Мэйси кивает, глядя на меня тревожным взглядом, отчего мне становится еще хуже.
– Наверное, мне надо распаковать вещи. – Я с отвращением смотрю на мои чемоданы. У меня такое чувство, словно я только что их запаковала, и в эту минуту мне совершенно не хочется доставать из них содержимое. Только не теперь, когда меня так манит моя ядовито-розовая постель.
– С этим тебе могу помочь я, – говорит Мэйси и показывает мне на дверь в противоположной стене. – Почему бы тебе не принять душ и не переодеться в пижаму? А я тем временем прослежу за тем, чтобы тебе доставили обещанный моим отцом суп, потом ты поешь, примешь таблетки и ляжешь спать. Будем надеяться, что, проснувшись, ты уже немного привыкнешь к здешней высоте.
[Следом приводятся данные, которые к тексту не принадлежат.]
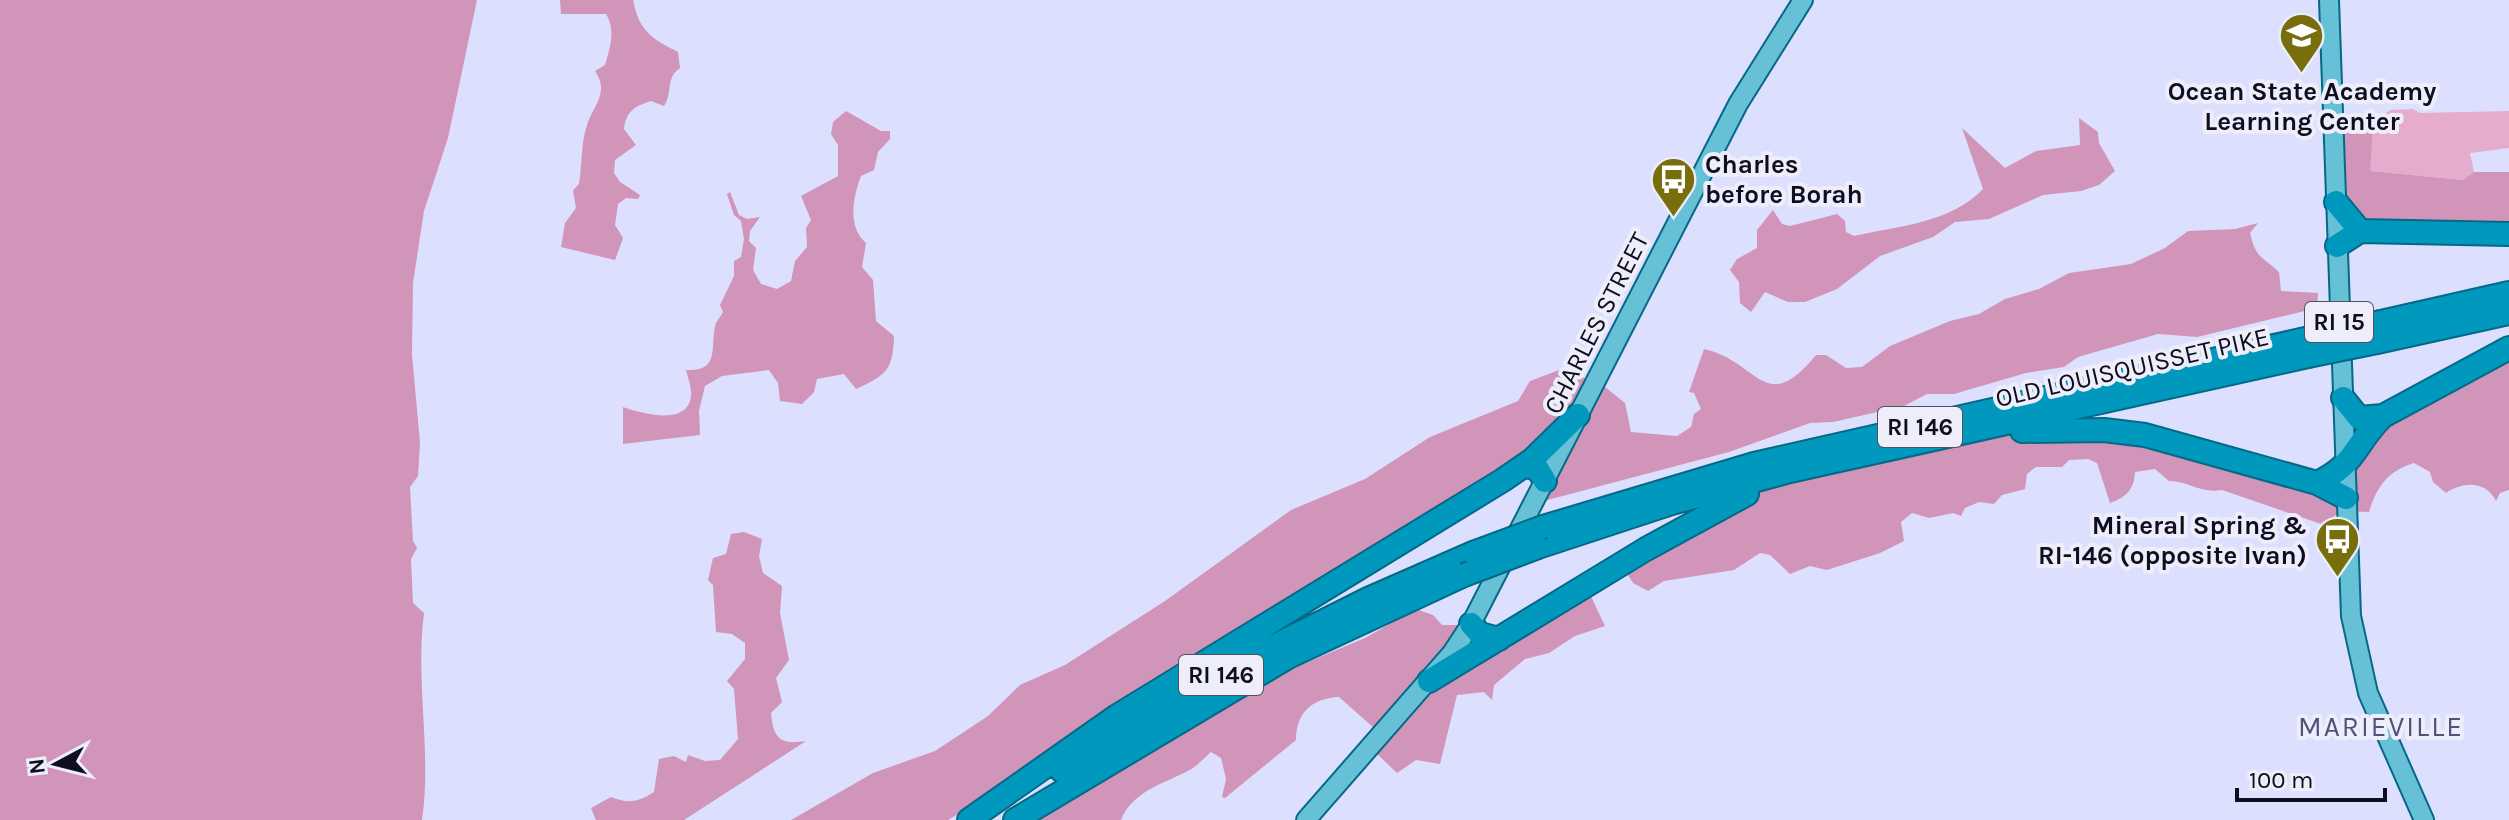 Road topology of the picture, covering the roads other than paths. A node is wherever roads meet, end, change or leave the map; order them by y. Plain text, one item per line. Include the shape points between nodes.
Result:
1 (1803, 0) edge
2 (2329, 0) edge
3 (2336, 202) junction
4 (2360, 231) junction
5 (2509, 234) edge
6 (2337, 246) junction
7 (2509, 293) edge
8 (2509, 313) edge
9 (2379, 332) junction
10 (2305, 348) junction
11 (2509, 348) edge
12 (2343, 398) junction
13 (1578, 415) junction
14 (2383, 416) junction
15 (1929, 442) junction
16 (1894, 449) junction
17 (1524, 466) junction
18 (2345, 467) junction
19 (1545, 481) junction
20 (2317, 483) junction
21 (2346, 498) junction
22 (1540, 537) junction
23 (1471, 624) junction
24 (1499, 639) junction
25 (1429, 681) junction
26 (969, 820) edge
27 (982, 820) edge
28 (1015, 820) edge
29 (1306, 820) edge
30 (2424, 820) edge

1 - 13 main road, CHARLES STREET via 1738,104
2 - 3 main road, RI 15
3 - 4 highway
3 - 6 main road, RI 15
4 - 5 highway
4 - 6 highway
6 - 12 main road, RI 15
7 - 9 highway, OLD LOUISQUISSET PIKE / RI 146
8 - 9 highway, OLD LOUISQUISSET PIKE / RI 146
9 - 10 highway, OLD LOUISQUISSET PIKE / RI 146, bridge
10 - 15 highway, OLD LOUISQUISSET PIKE / RI 146
10 - 22 highway, OLD LOUISQUISSET PIKE / RI 146 via 1754,464
11 - 14 highway
12 - 14 highway via 2359,418
12 - 18 main road, RI 15
13 - 17 highway
13 - 19 main road, CHARLES STREET
14 - 18 highway
15 - 16 highway, OLD LOUISQUISSET PIKE / RI 146
15 - 20 highway via 2023,430 2104,430 2162,439
16 - 22 highway, OLD LOUISQUISSET PIKE / RI 146
16 - 24 highway via 1724,504
17 - 19 highway via 1537,468
17 - 26 highway via 1117,716
18 - 20 highway
18 - 21 main road, RI 15
19 - 23 main road, CHARLES STREET
20 - 21 highway
21 - 30 main road, RI 15 via 2351,616 2359,662
22 - 27 highway, RI 146, bridge via 1473,553 1268,649
22 - 28 highway, RI 146, bridge via 1288,657
23 - 24 highway via 1480,634
23 - 25 main road
24 - 25 highway
25 - 29 main road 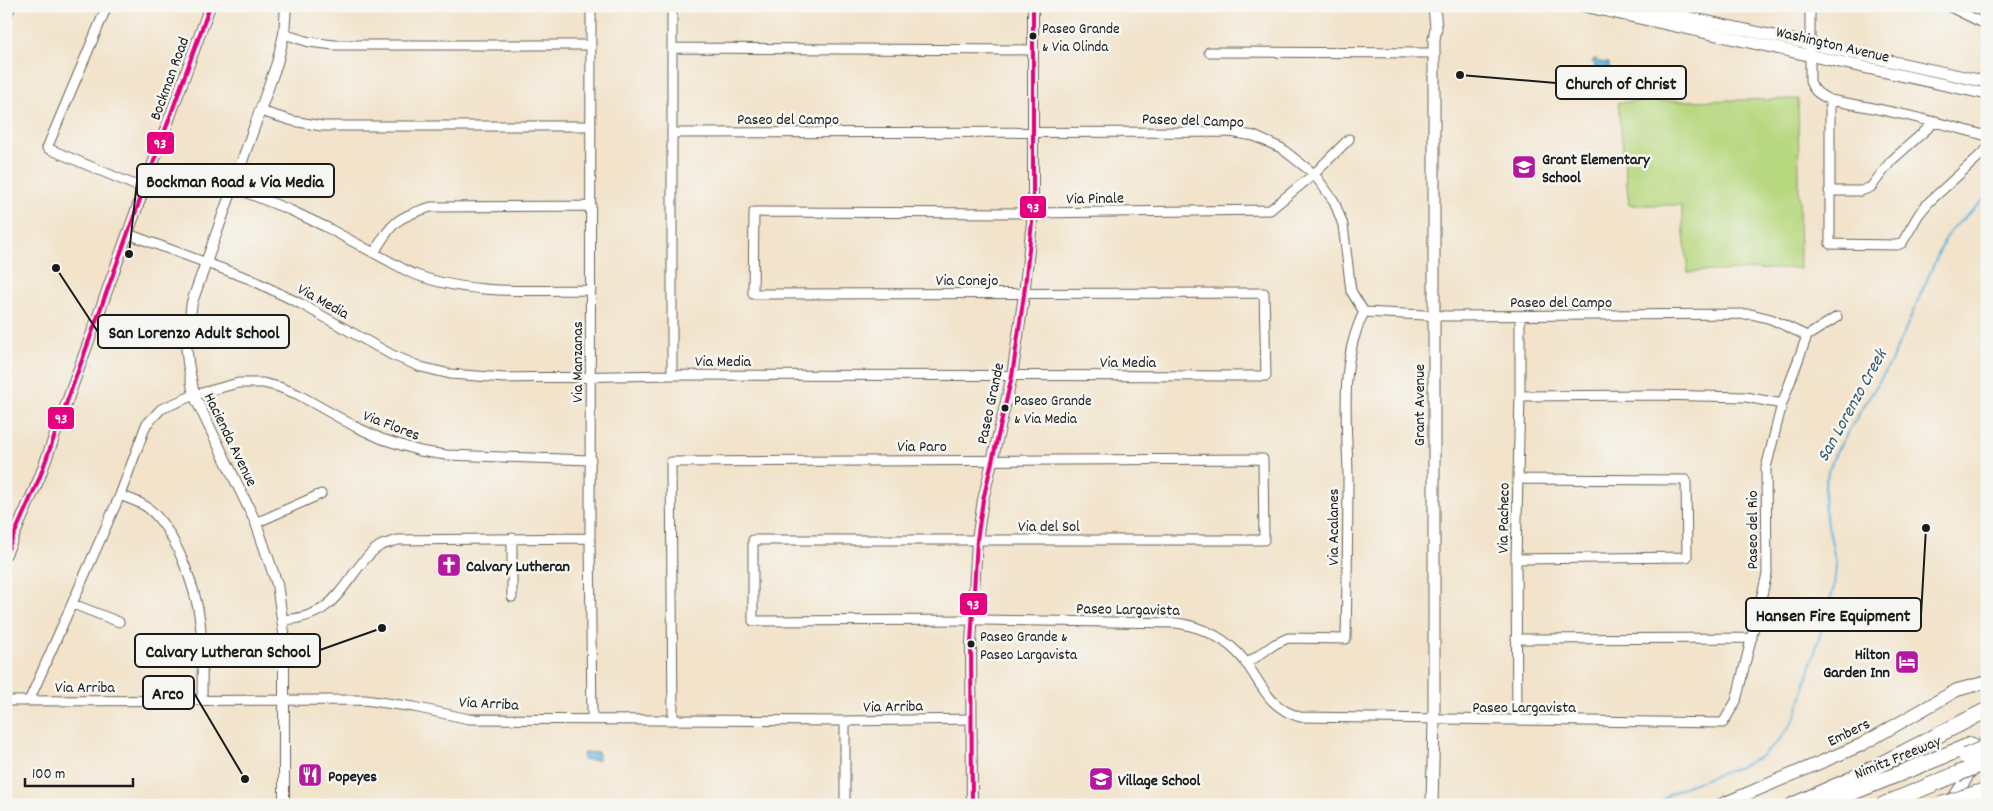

– Это было бы… – Я и правда чувствую себя паршиво, и мне очень хочется принять душ. А также заснуть, ведь я так нервничала из-за предстоящего переезда на Аляску, что всю последнюю неделю почти не спала.
– Наверное, ты хочешь сказать, что это было бы чудесно? – подсказывает мне Мэйси.
– Да, именно это я и имела в виду.
– Вот и хорошо. – Она подходит к своему шкафу и достает пару полотенец. – Пока будешь в душе, тебе принесут сюда горячего супа, и надеюсь, что уже через полчаса ты почувствуешь себя куда лучше.
– Спасибо, Мэйси. От всего сердца.
Ее лицо освещает широкая улыбка.
– Всегда пожалуйста.
Пятнадцать минут спустя я уже вышла из душа, надев мою любимую пижаму – концертную футболку с изображением Гарри Стайлза, выпущенную по случаю его первого сольного тура, и синие флисовые штаны с рисунком из белых и желтых маргариток. И обнаруживаю, что Мэйси танцует под песню того же Гарри Стайлза «Watermelon Sugar».
Одно слово – кисмет.
Мэйси охает и ахает по поводу моей эксклюзивной футболки, как я и ожидала, но в остальном оставляет меня в покое. Если не считать ее настоятельного напоминания о том, что мне надо целиком выпить большую бутылку воды и принять таблетки.
На моей тумбочке стоит миска куриного супа с лапшой, но сейчас у меня уже нет сил что-то есть. Я ложусь в кровать и натягиваю на голову ярко-розовую простыню и ярко-розовое одеяло.
Последнее, о чем я думаю перед тем, как погрузиться в сон, – это то, что, несмотря ни на что, сейчас мне впервые со дня гибели моих родителей не пришлось делать над собой усилие, чтобы не расплакаться в ду́ше.